### What to produce
Reproduce, exactly as they appear, the line containing "Extract the road" and every line after it, ending with the last line of the records.

______________________________

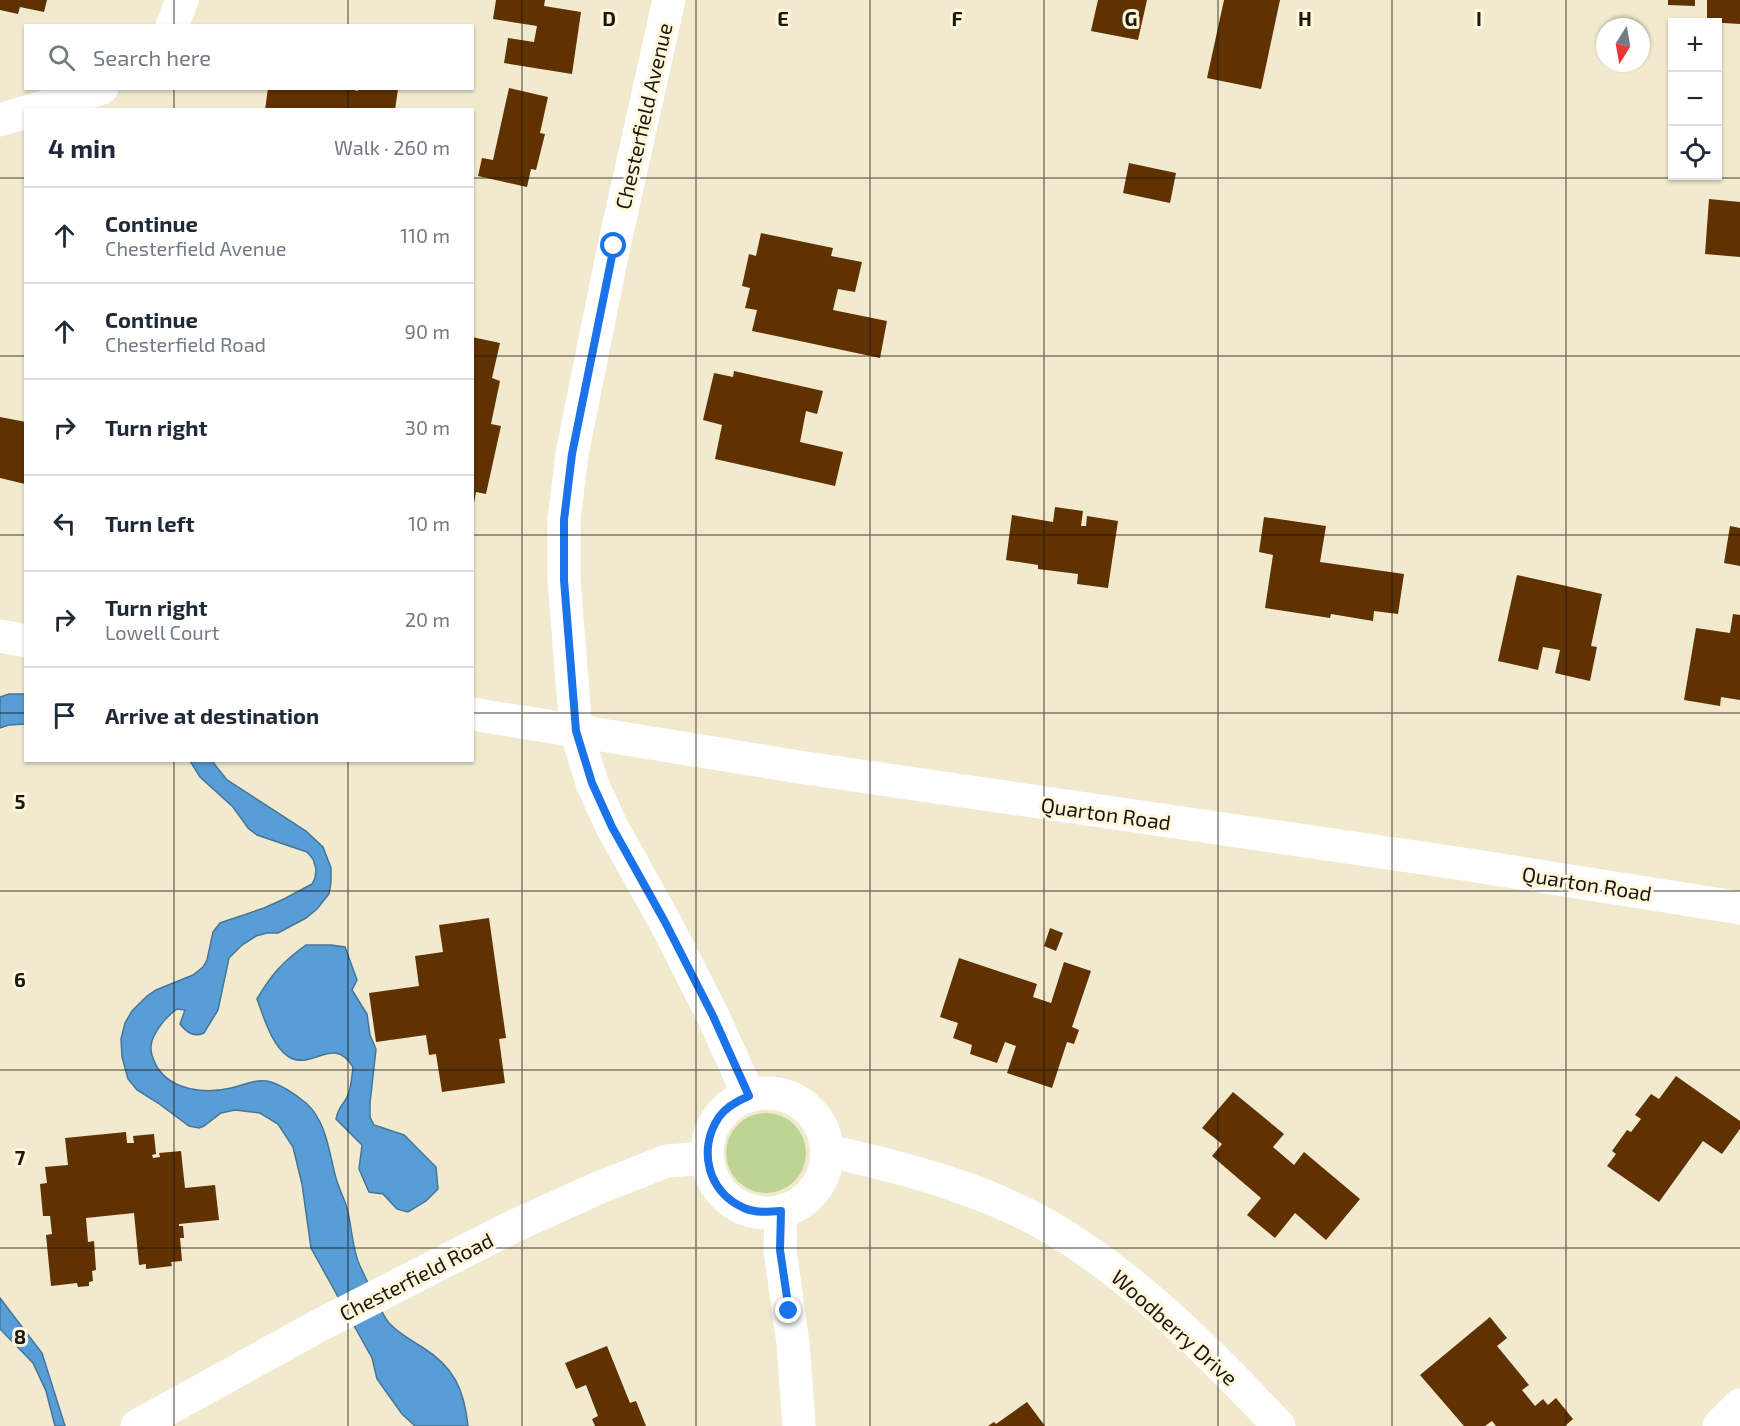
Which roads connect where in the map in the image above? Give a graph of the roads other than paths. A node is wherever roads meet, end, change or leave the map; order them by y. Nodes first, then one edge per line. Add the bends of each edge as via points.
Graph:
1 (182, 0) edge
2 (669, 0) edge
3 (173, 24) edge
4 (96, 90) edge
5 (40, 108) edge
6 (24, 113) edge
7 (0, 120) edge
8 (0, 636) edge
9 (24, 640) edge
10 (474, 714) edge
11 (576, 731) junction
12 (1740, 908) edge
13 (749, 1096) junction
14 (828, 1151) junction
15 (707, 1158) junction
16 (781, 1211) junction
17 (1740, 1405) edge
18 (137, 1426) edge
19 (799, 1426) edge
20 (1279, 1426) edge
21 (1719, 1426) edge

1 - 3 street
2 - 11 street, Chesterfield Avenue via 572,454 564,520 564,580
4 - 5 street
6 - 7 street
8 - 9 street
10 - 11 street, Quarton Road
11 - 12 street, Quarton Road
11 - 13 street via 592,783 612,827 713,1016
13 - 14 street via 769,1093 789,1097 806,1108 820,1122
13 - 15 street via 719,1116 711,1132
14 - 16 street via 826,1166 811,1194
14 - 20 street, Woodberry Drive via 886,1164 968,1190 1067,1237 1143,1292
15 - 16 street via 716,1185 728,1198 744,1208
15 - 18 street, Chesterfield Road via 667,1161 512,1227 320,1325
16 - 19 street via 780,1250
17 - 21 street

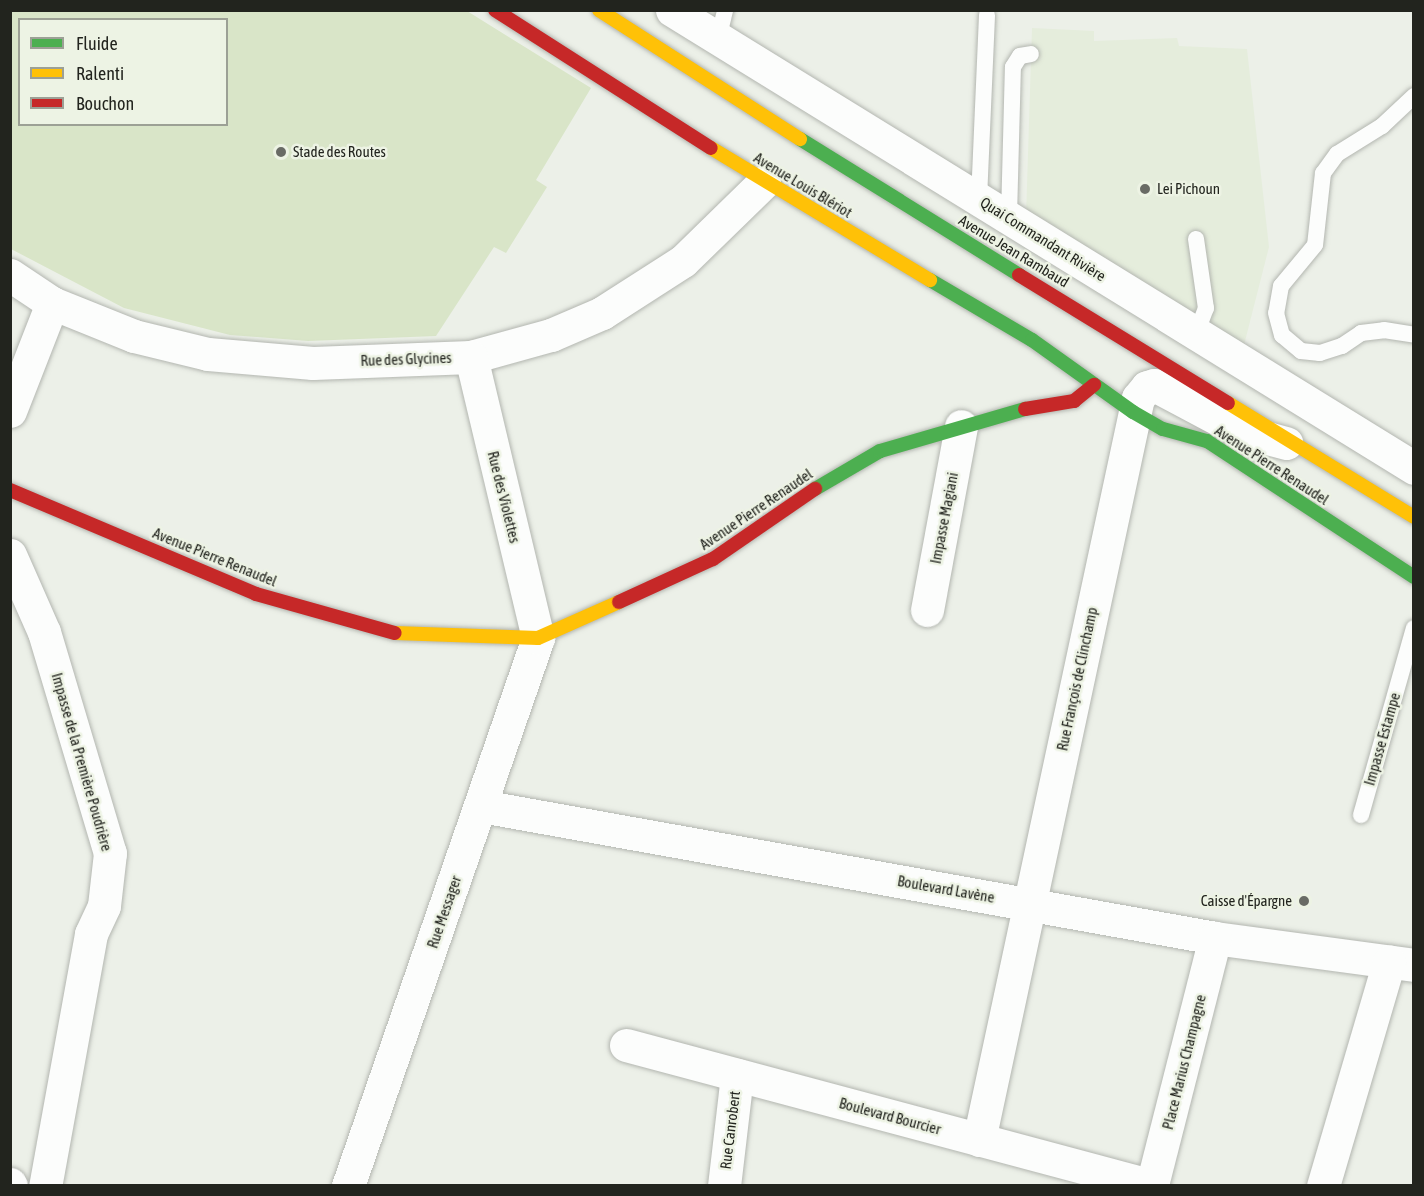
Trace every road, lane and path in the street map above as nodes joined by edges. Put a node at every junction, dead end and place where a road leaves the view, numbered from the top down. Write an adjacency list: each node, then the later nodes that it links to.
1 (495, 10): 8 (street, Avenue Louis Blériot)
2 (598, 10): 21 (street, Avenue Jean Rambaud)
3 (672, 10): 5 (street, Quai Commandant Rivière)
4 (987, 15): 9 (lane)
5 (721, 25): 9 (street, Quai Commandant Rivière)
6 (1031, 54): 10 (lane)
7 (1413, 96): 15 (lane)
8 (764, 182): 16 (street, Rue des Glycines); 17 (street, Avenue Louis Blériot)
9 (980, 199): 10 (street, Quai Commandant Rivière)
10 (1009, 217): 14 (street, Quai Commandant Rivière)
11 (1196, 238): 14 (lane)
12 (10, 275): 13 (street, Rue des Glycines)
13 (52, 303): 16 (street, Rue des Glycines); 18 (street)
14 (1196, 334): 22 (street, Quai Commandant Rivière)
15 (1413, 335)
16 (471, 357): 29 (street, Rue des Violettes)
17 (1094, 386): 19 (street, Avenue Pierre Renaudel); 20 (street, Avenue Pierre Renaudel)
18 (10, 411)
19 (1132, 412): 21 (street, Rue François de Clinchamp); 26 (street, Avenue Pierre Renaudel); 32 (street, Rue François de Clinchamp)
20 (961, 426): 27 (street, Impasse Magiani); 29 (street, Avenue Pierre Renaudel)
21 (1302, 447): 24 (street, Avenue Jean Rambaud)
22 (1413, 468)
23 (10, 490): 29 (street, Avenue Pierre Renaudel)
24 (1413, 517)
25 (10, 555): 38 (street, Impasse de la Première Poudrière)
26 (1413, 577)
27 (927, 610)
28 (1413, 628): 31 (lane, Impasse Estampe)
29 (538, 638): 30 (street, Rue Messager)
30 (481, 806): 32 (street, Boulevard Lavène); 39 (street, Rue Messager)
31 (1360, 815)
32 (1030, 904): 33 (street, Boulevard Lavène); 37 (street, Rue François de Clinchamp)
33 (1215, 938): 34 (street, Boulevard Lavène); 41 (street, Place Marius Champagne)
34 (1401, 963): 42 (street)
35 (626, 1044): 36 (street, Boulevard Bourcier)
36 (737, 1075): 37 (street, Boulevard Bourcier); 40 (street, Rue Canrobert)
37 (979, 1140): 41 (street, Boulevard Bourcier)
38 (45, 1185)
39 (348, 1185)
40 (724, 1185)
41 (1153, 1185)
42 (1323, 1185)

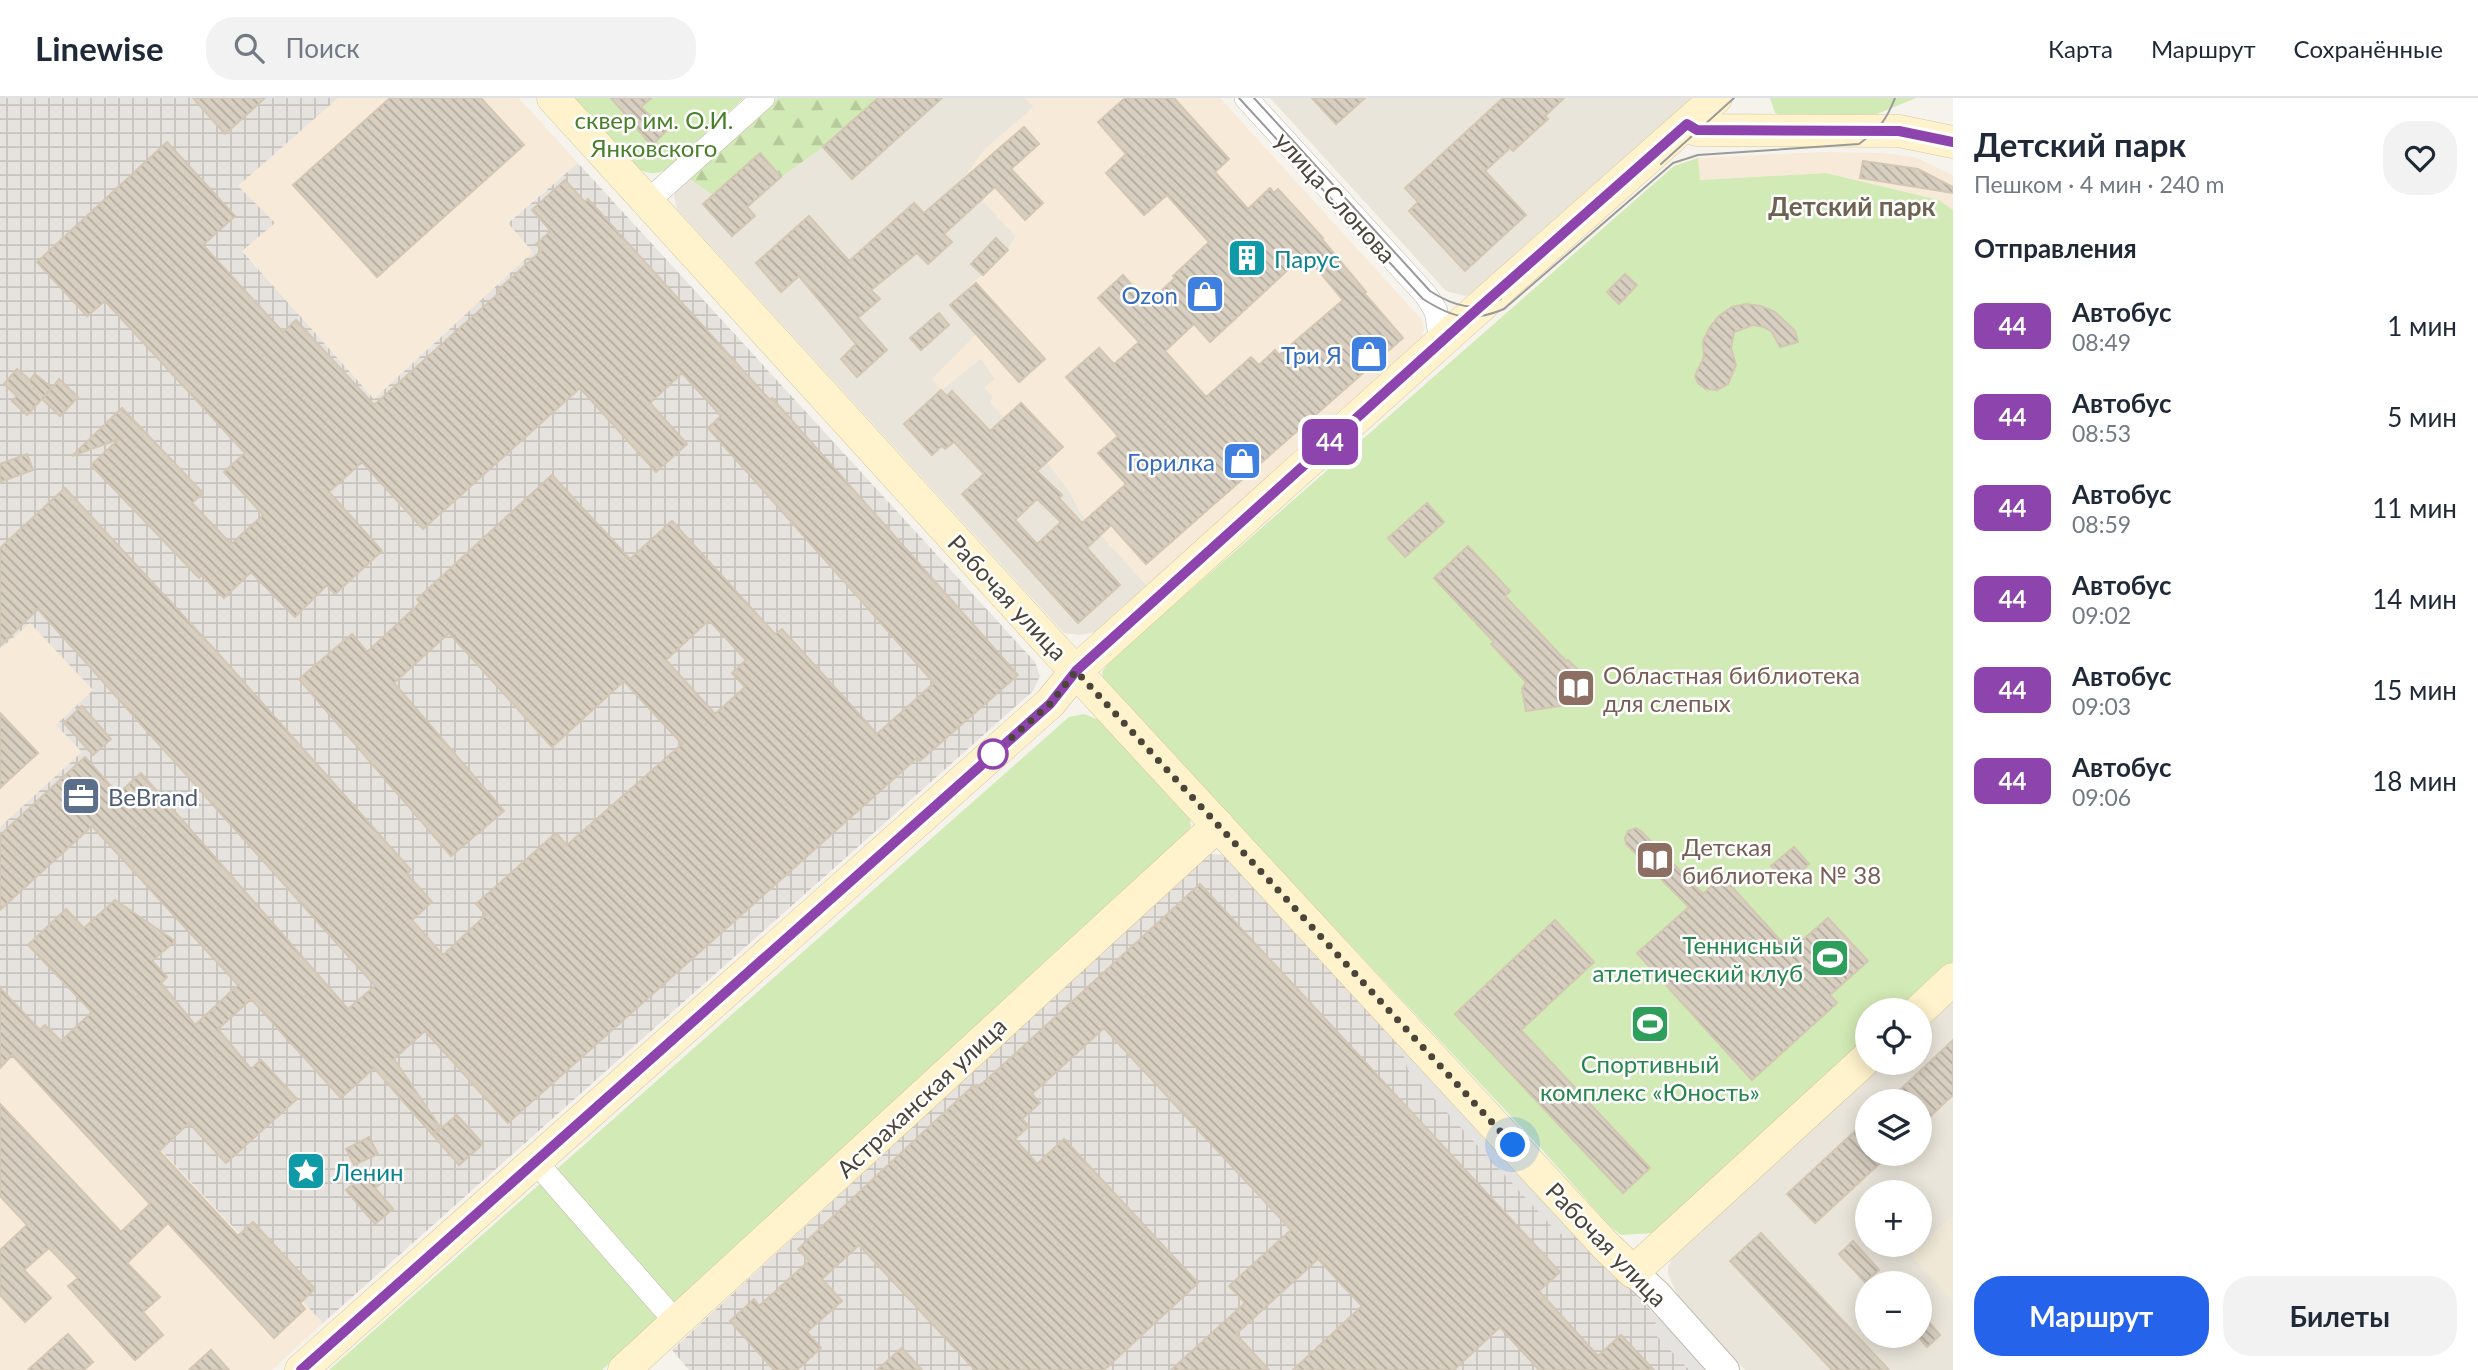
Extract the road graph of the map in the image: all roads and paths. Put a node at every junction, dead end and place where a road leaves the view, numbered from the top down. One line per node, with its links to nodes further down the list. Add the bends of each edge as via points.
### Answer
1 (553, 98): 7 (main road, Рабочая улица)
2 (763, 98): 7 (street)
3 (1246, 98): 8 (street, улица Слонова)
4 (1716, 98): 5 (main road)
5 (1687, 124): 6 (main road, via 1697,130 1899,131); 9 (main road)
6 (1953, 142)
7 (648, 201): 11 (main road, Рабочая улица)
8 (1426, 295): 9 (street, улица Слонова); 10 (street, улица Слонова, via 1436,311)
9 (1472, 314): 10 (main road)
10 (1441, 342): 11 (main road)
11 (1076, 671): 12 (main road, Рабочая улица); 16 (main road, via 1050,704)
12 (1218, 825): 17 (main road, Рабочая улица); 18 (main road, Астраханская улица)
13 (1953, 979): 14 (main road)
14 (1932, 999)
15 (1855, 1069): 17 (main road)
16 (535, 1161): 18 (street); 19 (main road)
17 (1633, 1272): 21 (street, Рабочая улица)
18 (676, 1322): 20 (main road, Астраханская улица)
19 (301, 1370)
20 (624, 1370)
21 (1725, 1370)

______________________________

### Result of the task
Extract the road graph of the map in the image: all roads and paths. Put a node at every junction, dead end and place where a road leaves the view, numbered from the top down. One line per node, with its links to nodes further down the list. Add the bends of each edge as via points.
### Answer
1 (553, 98): 7 (main road, Рабочая улица)
2 (763, 98): 7 (street)
3 (1246, 98): 8 (street, улица Слонова)
4 (1716, 98): 5 (main road)
5 (1687, 124): 6 (main road, via 1697,130 1899,131); 9 (main road)
6 (1953, 142)
7 (648, 201): 11 (main road, Рабочая улица)
8 (1426, 295): 9 (street, улица Слонова); 10 (street, улица Слонова, via 1436,311)
9 (1472, 314): 10 (main road)
10 (1441, 342): 11 (main road)
11 (1076, 671): 12 (main road, Рабочая улица); 16 (main road, via 1050,704)
12 (1218, 825): 17 (main road, Рабочая улица); 18 (main road, Астраханская улица)
13 (1953, 979): 14 (main road)
14 (1932, 999)
15 (1855, 1069): 17 (main road)
16 (535, 1161): 18 (street); 19 (main road)
17 (1633, 1272): 21 (street, Рабочая улица)
18 (676, 1322): 20 (main road, Астраханская улица)
19 (301, 1370)
20 (624, 1370)
21 (1725, 1370)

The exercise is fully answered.